**The task:**
The string "tunnel" appears in some lines of the entries that follow; copy each such line.

**Exercise input:**
=== Section Start ===

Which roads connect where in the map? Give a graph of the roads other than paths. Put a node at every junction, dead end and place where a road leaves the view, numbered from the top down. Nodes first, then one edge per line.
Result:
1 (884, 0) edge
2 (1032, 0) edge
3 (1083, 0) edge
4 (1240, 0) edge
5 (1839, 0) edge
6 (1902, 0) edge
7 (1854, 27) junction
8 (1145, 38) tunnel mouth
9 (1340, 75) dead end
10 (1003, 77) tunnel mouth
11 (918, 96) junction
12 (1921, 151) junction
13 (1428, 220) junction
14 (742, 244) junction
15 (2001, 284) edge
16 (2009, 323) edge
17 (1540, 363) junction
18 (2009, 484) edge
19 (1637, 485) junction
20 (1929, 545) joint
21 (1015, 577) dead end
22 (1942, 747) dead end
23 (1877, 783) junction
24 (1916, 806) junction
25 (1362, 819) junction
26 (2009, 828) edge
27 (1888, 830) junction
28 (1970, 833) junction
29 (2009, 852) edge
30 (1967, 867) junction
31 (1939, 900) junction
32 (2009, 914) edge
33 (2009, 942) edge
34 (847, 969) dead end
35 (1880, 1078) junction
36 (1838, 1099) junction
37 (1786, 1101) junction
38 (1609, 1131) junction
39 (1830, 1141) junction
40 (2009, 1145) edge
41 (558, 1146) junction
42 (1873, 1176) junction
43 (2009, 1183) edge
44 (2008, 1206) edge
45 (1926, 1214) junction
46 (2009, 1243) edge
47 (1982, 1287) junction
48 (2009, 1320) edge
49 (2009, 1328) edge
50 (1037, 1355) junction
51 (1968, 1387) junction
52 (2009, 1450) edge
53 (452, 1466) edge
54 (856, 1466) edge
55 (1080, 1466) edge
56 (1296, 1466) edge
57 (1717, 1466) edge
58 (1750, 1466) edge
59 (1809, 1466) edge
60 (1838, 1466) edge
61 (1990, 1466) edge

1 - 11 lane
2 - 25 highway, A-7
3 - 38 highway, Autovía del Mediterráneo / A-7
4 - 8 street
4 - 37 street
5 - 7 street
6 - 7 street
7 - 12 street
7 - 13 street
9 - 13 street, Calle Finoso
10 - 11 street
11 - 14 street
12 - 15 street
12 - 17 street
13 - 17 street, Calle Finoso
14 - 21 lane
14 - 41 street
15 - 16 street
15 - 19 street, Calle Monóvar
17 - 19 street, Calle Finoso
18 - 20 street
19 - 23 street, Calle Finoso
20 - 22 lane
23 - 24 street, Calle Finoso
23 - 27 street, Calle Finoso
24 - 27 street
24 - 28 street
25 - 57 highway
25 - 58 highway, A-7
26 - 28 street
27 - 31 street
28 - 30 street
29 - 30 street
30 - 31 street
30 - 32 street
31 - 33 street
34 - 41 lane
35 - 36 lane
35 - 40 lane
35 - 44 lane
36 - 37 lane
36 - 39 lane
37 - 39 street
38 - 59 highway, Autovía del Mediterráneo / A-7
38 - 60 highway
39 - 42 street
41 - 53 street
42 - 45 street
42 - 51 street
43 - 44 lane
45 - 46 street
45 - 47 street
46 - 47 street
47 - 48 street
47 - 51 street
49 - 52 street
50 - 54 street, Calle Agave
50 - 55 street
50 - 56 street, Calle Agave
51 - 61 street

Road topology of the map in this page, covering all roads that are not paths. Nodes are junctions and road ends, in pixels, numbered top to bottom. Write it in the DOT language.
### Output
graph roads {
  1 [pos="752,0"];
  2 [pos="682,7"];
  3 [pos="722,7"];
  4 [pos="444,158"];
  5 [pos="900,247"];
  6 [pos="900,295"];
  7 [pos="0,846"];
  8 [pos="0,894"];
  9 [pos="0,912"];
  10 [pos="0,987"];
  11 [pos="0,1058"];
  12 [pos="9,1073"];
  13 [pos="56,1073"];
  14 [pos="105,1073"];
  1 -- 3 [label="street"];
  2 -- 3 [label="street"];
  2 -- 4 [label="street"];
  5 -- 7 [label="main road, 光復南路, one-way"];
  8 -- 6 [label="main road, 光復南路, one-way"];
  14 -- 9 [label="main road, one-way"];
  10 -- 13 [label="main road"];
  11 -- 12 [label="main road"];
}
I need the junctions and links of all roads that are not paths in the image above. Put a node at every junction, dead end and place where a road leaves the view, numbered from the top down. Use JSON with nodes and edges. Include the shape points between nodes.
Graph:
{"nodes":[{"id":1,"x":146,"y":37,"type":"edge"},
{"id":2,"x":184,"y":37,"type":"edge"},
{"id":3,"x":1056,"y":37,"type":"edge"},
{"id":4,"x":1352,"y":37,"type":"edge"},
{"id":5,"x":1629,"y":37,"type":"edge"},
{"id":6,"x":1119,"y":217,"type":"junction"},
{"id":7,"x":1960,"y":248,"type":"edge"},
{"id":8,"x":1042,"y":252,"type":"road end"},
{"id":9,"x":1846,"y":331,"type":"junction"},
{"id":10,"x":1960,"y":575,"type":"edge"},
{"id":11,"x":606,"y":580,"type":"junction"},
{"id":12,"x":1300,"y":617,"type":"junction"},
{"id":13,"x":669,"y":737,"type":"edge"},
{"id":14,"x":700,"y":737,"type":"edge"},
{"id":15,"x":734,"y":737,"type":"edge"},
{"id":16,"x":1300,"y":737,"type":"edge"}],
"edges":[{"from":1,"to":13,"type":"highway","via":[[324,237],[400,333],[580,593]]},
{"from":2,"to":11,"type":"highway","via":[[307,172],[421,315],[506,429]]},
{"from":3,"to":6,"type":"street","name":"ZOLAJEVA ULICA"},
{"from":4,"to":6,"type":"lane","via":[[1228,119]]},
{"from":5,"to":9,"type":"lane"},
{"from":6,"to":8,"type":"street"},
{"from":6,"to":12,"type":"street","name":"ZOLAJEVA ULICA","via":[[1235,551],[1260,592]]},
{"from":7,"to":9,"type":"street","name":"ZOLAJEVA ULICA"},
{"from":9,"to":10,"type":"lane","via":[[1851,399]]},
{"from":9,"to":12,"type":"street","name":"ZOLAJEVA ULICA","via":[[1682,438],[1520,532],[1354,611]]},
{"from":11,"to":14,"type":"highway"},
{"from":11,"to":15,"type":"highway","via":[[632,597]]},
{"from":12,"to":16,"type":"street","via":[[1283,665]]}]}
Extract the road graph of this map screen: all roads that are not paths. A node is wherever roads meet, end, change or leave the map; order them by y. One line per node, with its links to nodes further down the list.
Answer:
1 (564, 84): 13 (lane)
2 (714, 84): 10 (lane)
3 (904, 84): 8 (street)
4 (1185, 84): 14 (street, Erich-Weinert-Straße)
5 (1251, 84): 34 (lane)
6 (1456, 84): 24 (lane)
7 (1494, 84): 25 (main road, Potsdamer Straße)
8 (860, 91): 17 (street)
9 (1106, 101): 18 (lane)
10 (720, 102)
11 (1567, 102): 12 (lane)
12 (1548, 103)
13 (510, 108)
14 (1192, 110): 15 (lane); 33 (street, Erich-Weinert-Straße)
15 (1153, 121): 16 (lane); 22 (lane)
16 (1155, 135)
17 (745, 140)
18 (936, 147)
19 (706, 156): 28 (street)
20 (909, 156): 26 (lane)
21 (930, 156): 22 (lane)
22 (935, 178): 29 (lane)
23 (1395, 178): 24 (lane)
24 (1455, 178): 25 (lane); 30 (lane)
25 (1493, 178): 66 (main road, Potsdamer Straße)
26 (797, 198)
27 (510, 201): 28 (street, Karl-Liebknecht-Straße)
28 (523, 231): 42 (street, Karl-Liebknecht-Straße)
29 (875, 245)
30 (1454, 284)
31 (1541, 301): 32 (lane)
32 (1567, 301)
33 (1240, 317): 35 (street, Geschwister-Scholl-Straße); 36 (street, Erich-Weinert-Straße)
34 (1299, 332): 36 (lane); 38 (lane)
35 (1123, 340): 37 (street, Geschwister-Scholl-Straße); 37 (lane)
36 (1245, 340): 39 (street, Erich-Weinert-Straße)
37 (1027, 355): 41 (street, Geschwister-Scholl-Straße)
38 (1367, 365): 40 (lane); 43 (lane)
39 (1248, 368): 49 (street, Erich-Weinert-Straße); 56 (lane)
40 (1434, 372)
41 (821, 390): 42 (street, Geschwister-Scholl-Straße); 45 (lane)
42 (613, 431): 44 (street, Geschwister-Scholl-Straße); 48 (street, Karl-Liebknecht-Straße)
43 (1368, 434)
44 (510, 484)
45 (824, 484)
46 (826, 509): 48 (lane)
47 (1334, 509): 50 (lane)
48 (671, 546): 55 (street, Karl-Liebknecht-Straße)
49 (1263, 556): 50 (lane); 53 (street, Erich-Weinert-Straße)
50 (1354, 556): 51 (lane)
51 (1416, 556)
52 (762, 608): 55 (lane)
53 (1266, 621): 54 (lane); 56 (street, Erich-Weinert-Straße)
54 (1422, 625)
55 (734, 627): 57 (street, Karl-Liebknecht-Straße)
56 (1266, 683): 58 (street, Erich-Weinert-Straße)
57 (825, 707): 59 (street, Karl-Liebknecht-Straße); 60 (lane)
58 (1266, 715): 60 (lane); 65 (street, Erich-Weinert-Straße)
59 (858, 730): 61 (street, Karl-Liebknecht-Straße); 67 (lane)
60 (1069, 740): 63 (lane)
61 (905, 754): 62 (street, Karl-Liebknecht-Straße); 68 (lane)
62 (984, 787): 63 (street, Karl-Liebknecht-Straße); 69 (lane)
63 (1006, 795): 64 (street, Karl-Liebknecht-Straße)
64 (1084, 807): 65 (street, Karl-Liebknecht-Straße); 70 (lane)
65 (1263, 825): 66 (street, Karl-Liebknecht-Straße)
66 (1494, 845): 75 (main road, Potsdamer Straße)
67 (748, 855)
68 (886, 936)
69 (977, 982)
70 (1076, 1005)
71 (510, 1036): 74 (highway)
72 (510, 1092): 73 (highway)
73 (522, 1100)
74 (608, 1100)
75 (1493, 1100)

=== Section End ===

**Answer to the problem:**
8 (1145, 38) tunnel mouth
10 (1003, 77) tunnel mouth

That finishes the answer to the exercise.